DALLAS - The Carroll Independent School District yesterday enjoyed a strong response to its $86 million issue that appeared to be the first by a Texas district to include Build America Bonds.

The total deal included about $58 million of taxable BABs, with $22 million of tax-exempt refunding bonds and about $7 million of zero-coupon refunding bonds.

"We're actually bumping the price a little bit," said Lewis Wilks, managing director of public finance for financial adviser Coastal Securities. "We're seeing a good market today."

The tax-exempt refunding bonds with 4.7% coupons drew yields of 4.8% with maturities of 2030 in the initial pricing. Pricing for the BABs was not available before deadline.

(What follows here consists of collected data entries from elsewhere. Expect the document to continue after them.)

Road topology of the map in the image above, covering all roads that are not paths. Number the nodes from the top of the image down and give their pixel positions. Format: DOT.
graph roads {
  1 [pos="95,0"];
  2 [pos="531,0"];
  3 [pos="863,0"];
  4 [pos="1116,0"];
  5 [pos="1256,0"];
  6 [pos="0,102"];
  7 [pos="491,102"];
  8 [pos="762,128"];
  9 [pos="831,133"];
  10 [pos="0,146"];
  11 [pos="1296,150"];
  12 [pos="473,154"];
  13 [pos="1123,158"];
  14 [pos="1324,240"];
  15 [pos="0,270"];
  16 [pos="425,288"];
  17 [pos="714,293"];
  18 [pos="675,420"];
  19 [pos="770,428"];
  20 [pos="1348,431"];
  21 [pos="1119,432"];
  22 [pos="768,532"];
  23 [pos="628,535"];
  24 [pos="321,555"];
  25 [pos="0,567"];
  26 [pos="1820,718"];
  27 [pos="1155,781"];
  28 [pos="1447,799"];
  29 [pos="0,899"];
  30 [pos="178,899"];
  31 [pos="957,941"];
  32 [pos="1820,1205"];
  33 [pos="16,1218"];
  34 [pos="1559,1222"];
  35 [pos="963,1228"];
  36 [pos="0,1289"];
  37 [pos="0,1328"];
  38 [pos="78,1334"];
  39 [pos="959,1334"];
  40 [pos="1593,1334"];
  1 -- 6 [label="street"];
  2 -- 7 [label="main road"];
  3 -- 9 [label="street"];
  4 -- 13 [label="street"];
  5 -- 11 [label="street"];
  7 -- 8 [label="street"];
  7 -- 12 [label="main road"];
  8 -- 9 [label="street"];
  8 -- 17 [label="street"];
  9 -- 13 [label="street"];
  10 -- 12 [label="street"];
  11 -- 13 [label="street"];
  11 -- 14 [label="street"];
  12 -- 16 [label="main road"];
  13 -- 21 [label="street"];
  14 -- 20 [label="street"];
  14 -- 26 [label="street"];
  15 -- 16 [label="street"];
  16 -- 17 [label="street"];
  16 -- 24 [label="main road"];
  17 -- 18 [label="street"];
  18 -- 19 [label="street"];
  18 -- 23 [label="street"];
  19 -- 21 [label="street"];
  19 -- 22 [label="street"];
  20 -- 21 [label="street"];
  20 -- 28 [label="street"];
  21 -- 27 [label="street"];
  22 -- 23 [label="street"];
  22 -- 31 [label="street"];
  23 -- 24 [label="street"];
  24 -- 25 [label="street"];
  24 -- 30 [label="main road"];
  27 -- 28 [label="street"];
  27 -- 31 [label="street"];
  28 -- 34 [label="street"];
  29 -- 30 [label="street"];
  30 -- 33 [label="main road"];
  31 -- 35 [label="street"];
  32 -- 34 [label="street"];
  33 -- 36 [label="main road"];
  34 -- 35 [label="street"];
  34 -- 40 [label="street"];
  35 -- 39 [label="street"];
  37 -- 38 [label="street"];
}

Federal Reserve Board chairman Ben Bernanke's comments on the recession appeared to help Treasury bond prices, whose yields influence rates for BABs.

"The Treasury market improved dramatically today after starting off pretty soft," said David Holland, head of public finance for Coastal. "We had the best of all possible worlds."

The deal was structured to make Carroll's tax-exempt bonds bank-qualified under new federal rules that raised the threshold to $30 million. That helped create a more diversified market for the debt, Holland said.

RBC Capital Markets served as senior manager on the deal, with Citi, First Southwest Co., Merrill Lynch & Co., Southwest Securities, and Wells Fargo Securities as co-managers.

Carroll ISD, an affluent district in the Dallas-Fort Worth area, earned the kind of ratings that investors have sought out this year: AA from Standard & Poor's and Aa3 from Moody's Investors Service.

Now that Carroll has jumped into the BAB pool, two other districts in the Houston area, Spring Branch Independent School District and Cypress Fairbanks Independent School District, are expected to come to market soon with even larger BAB deals.

Like other suburban districts in Texas, Carroll has seen its rampant growth of recent years slowed by the recession. Since 1997, the Tarrant County district's enrollment has doubled to about 28,235.

Analysts at Standard & Poor's see the affluent demographics and strong management as support for the solid credit, offset somewhat by higher debt loads due to demand for new buildings.

For Texas school districts, a rating in the double-A category is especially important this year because the state's Permanent School Fund is unavailable to confer triple-A backing to bonds. With falling fund values amid poor investment results and soaring demand, the PSF reached its capacity limit at the end of last year.